DataSheet_1_Pharmacological Characterization of the Microsomal Prostaglandin E2 Synthase-1 Inhibitor AF3485 In Vitro and In Vivo.docx

Rationale

The development of inhibitors of microsomal prostaglandin (PG)E2 synthase-1 (mPGES-1) was driven by the promise of attaining antiinflammatory agents with a safe cardiovascular profile because of the possible diversion of the accumulated substrate, PGH2, towards prostacyclin (PGI2).

Objectives

We studied the effect of the human mPGES-1 inhibitor, AF3485 (a benzamide derivative) on prostanoid biosynthesis in human whole blood in vitro. To characterize possible off-target effects of the compound, we evaluated: i)the impact of its administration on the systemic biosynthesis of prostanoids in a model of complete Freund's adjuvant (CFA)-induced monoarthritis in rats; ii) the effects on cyclooxygenase (COX)-2 expression and the biosynthesis of prostanoids in human monocytes and human umbilical vein endothelial cells (HUVECs) in vitro.

Methods

Prostanoids were assessed in different cellular models by immunoassays.

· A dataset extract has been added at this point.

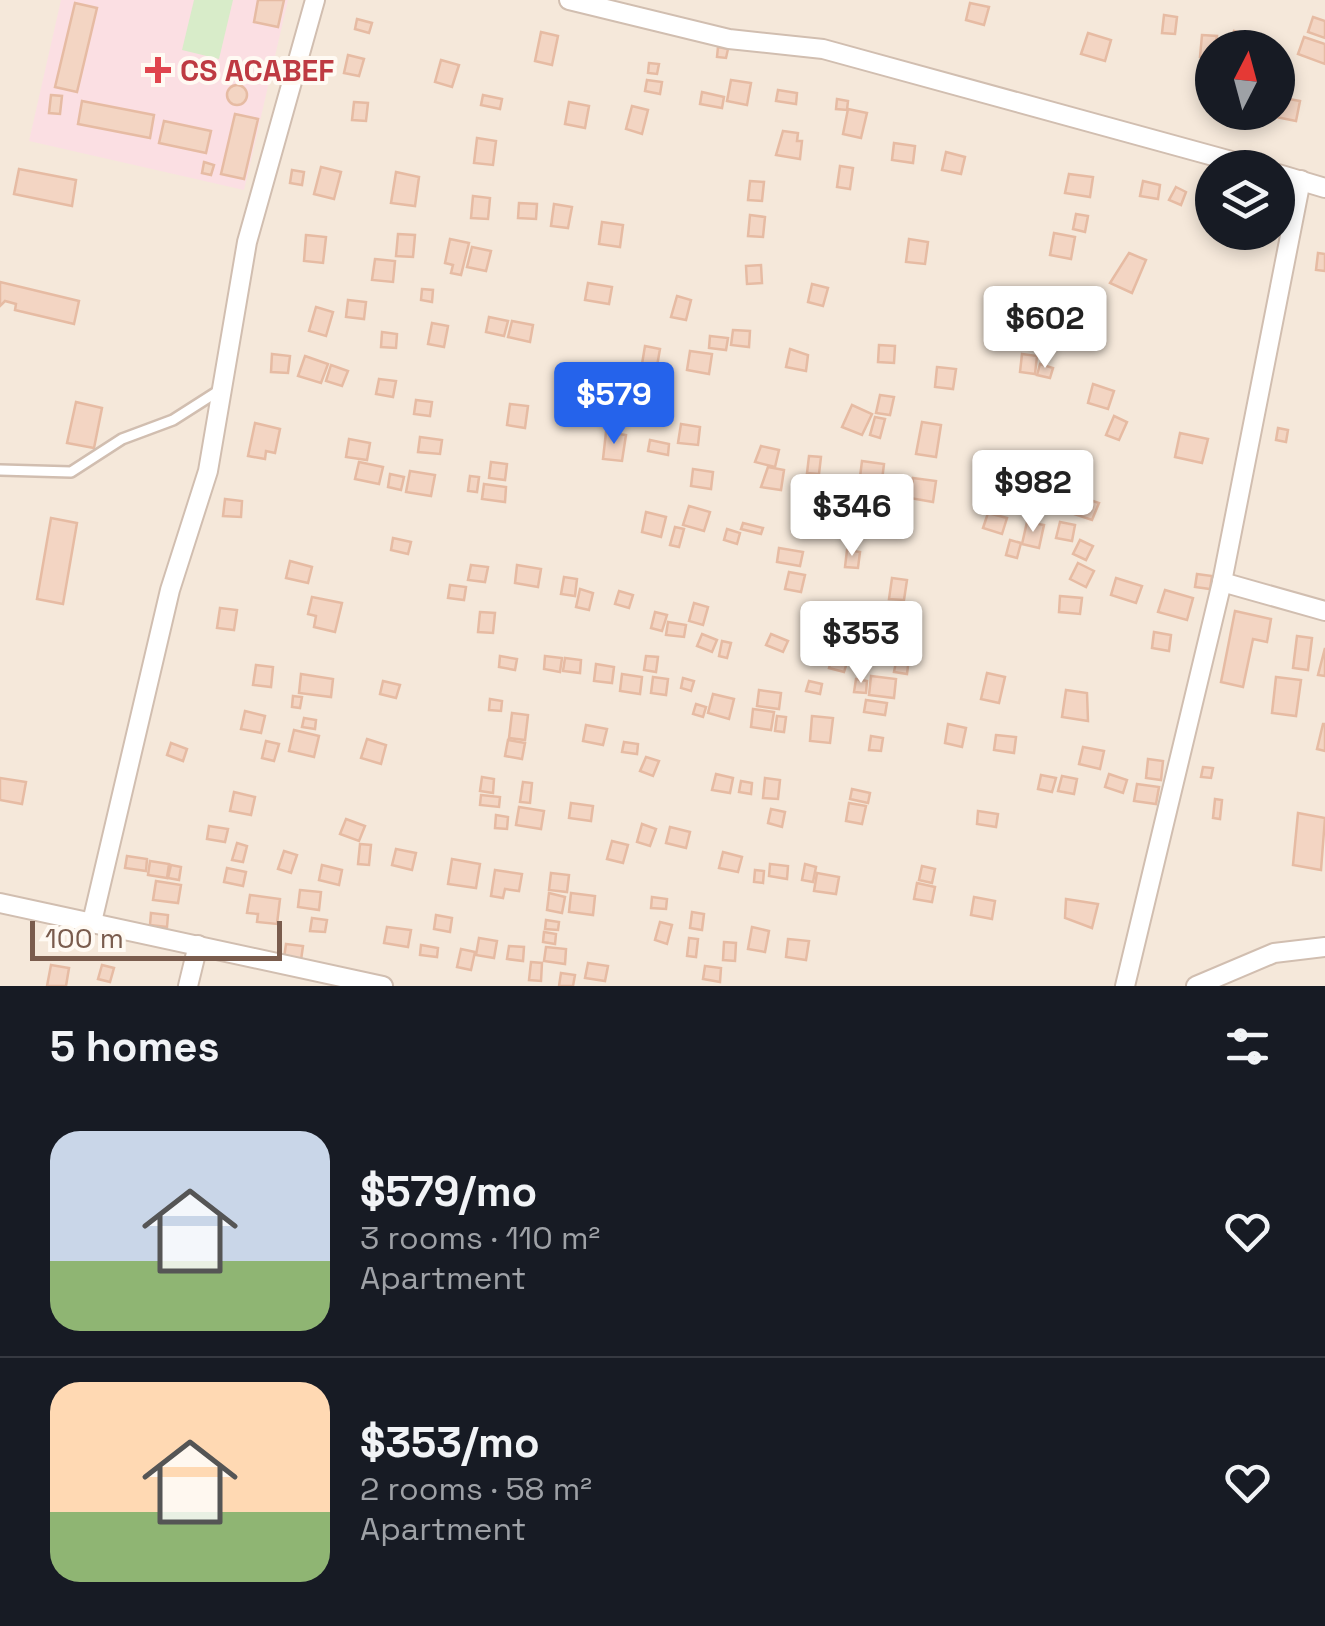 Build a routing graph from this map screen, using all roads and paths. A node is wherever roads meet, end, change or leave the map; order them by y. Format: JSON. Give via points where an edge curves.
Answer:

The effect of the administration of AF3485 (30 and 100 mg/kg,i.p.) or celecoxib (20mg/kg, i.p.), for 3 days, on the urinary levels of enzymatic metabolites of prostanoids, PGE-M, PGI-M, and TX-M were assessed by LC-MS.

Results

In LPS-stimulated whole blood, AF3485 inhibited PGE2 biosynthesis, in a concentration-dependent fashion. At 100μM, PGE2 levels were reduced by 66.06 ± 3.30%, associated with a lower extent of TXB2 inhibition (40.56 ± 5.77%). AF3485 administration to CFA-treated rats significantly reduced PGE-M (P < 0.01) and TX-M (P < 0.05) similar to the selective COX-2 inhibitor, celecoxib. In contrast, AF3485 induced a significant (P < 0.05) increase of urinary PGI-M while it was reduced by celecoxib. In LPS-stimulated human monocytes, AF3485 inhibited PGE2 biosynthesis with an IC50 value of 3.03 µM (95% CI:0.5–8.75). At 1μM, AF3485 enhanced TXB2 while at higher concentrations, the drug caused a concentration-dependent inhibition of TXB2. At 100 μM, maximal inhibition of the two prostanoids was associated with the downregulation of COX-2 protein by 86%. These effects did not involve AMPK pathway activation, IkB stabilization, or PPARγ activation. In HUVEC, AF3485 at 100 μM caused a significant (P < 0.05) induction of COX-2 protein associated with enhanced PGI2 production. These effects were reversed by the PPARγ antagonist GW9662.

Conclusions

The inhibitor of human mPGES-1 AF3485 is a novel antiinflammatory compound which can also modulate COX-2 induction by inflammatory stimuli. The compound also induces endothelial COX-2-dependent PGI2 production via PPARγ activation, both in vitro and in vivo, which might translate into a protective effect for the cardiovascular system.